Even My Best ‘Friends’ Now Refer To me As A Mongrel
To those of you who occasionally read my pieces might not know that I am a hopeless tragic when it comes to rugby. I simply adore the game for, as a fan, it provides all the agony and ecstasy one can want, neatly packaged up into eighty minutes on a Saturday afternoon.
However, I have to admit that the last few years the scales have tipped steadily onto the agony side of the ledger as my particular team has performed rather poorly.
Well let’s be honest here, they have been shit!

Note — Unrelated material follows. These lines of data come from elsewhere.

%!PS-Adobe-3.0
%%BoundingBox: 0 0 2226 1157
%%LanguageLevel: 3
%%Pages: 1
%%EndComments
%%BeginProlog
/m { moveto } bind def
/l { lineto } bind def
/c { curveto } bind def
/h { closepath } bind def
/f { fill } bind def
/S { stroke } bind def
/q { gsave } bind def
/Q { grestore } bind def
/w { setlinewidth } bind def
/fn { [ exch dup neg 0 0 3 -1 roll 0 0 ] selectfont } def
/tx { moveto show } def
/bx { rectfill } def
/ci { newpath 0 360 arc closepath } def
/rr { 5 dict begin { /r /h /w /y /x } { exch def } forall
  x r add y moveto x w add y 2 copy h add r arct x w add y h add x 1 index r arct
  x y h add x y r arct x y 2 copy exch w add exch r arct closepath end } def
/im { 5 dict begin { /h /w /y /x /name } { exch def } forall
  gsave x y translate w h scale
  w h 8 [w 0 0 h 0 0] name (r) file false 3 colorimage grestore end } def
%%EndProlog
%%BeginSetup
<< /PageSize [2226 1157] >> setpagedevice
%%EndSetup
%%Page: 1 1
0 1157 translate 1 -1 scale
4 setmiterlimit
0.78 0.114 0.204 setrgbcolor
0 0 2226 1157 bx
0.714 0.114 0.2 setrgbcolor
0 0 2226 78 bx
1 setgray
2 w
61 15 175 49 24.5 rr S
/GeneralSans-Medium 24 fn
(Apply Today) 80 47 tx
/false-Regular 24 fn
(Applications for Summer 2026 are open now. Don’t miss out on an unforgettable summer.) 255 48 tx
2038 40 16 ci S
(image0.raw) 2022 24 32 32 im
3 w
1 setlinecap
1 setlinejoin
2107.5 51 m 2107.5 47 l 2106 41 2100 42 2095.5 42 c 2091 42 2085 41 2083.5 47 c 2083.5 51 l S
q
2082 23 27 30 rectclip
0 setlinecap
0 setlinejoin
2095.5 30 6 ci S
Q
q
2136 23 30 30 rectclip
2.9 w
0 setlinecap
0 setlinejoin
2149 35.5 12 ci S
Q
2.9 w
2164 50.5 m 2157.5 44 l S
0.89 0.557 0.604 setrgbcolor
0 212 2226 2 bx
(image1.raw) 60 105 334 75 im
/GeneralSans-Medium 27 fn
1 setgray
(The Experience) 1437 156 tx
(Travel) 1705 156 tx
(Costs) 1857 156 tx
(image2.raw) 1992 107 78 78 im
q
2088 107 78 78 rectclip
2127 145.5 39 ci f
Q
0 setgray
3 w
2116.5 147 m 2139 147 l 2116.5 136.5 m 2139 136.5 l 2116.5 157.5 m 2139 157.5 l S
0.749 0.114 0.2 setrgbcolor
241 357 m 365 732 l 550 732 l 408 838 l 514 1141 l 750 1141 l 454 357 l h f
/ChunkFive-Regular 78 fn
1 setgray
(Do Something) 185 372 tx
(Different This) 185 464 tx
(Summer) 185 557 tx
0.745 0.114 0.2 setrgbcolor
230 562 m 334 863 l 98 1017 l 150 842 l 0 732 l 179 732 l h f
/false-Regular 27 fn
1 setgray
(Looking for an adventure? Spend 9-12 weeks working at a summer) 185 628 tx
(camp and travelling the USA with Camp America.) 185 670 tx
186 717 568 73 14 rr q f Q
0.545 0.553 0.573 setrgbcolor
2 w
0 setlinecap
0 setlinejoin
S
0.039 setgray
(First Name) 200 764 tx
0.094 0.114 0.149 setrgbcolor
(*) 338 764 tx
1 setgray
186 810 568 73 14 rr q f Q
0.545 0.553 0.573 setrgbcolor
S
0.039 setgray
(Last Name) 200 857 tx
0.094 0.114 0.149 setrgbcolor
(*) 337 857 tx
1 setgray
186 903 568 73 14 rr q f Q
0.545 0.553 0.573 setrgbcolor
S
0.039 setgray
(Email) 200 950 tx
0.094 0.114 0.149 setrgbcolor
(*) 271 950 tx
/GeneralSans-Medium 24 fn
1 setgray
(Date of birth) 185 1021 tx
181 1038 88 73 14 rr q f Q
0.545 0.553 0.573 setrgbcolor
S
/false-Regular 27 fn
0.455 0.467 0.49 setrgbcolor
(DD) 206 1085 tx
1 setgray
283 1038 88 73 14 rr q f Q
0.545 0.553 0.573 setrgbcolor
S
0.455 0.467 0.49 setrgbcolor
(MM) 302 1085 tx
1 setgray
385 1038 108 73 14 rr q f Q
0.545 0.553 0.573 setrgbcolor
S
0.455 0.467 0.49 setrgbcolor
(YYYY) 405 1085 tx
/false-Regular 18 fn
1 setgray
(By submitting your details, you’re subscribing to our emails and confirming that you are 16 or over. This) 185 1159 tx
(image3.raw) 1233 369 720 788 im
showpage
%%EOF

To add insult to injury, many of my ‘closest ‘friends are die-hard New Zealand supporters who like nothing better than to grind the Australian national team into the ground which they do with monotonous regularity. Not satisfied with their win they take great pleasure in putting the boot in while I lie sobbing on the ground.
To offset my pain, I perhaps have been blessed with ability to switch sides at the drop of a hat which, given we are in the midst of the Rugby World Cup quarter-finals can be rather handy!

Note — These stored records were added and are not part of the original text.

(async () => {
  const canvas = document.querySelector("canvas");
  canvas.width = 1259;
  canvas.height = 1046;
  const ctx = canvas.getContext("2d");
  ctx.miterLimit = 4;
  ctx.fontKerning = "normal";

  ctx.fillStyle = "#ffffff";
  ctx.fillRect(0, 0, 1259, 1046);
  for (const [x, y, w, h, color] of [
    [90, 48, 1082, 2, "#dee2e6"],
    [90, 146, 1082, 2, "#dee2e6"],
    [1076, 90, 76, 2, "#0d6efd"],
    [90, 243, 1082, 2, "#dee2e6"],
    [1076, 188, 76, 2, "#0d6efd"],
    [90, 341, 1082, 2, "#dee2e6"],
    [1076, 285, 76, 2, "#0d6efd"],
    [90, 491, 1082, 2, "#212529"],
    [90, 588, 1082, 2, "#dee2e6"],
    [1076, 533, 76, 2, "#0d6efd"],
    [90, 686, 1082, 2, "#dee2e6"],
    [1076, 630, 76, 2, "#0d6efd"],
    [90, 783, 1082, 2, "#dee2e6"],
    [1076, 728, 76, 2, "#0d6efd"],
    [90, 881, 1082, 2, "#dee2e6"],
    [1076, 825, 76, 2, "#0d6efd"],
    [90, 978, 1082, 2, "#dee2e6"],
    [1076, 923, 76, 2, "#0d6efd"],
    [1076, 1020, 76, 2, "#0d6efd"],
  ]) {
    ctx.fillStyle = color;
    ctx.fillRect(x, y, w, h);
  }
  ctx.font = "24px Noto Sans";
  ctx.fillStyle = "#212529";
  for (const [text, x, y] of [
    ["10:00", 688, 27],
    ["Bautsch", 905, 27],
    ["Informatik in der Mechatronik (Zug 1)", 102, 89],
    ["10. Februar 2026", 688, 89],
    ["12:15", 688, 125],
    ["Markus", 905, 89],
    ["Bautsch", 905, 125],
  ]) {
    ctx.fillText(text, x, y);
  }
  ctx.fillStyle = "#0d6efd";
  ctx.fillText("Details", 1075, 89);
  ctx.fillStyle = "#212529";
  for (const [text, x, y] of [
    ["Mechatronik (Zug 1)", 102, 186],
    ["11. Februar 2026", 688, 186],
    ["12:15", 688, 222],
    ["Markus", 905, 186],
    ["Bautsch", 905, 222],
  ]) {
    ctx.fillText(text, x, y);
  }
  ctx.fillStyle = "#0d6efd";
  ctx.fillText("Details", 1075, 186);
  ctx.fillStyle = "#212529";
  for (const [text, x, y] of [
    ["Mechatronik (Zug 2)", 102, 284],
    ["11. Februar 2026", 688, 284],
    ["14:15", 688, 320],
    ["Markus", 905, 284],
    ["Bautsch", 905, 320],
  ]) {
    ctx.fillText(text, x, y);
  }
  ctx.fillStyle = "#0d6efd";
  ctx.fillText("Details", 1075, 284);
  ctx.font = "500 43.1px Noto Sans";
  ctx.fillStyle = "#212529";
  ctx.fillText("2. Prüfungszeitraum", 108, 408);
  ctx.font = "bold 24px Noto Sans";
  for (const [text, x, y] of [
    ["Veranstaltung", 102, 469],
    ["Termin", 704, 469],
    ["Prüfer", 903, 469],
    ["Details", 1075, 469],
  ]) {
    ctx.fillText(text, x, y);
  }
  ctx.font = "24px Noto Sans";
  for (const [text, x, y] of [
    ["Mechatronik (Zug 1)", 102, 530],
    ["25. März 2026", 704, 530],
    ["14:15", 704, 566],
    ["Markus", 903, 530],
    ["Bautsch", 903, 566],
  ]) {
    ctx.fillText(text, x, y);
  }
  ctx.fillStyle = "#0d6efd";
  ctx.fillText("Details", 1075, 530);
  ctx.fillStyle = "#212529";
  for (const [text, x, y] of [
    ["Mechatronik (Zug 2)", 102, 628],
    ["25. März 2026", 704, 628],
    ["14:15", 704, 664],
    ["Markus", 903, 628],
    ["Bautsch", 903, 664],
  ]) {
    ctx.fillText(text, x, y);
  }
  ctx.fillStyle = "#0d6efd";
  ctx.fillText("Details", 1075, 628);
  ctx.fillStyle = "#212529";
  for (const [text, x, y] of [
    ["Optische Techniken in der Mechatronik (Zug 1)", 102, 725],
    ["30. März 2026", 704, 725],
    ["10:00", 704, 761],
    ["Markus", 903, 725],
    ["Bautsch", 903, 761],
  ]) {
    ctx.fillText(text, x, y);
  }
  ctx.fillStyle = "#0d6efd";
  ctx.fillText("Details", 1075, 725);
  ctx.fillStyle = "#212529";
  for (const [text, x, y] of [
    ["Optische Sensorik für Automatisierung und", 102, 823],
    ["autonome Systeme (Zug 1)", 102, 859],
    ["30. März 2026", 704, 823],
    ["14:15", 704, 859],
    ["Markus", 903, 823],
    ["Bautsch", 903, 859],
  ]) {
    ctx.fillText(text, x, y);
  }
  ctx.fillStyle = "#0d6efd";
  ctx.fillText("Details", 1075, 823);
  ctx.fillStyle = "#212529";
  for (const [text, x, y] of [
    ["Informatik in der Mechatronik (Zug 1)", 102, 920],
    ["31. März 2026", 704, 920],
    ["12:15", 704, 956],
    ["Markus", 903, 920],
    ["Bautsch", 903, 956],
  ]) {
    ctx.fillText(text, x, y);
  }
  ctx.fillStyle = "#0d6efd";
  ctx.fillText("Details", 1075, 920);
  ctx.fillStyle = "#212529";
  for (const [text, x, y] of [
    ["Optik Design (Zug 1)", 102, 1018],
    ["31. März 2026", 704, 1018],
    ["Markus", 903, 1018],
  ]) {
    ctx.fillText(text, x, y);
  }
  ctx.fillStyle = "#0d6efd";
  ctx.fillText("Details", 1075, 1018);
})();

This anomaly is due to the fact that all my life I have been rather a wanderer by trade, taking up residence in various countries for a few years at a time. The irony is that each of those countries I settled in, albeit temporarily went out of their way to offer me citizenship which I gladly accepted. To make matters even better was that each and every country in which I settled had rugby as their national sport.
Bliss!
Now, while in resident in those particular counties I religiously followed their national teams with the same enthusiasm and gusto as those born and bred there.
That is except one!
One of the first counties I ‘settled’ in was South Africa after my parents emigrated from the U.K.where I spent twelve years as a teenager and a young adult and, while there became a fervent follower of the Springboks.
Each year that team would either travel to or host New Zealand’s national team, the formidable All Blacks. Beating them was was the highlight of every season and each encounter was a battle of biblical proportions.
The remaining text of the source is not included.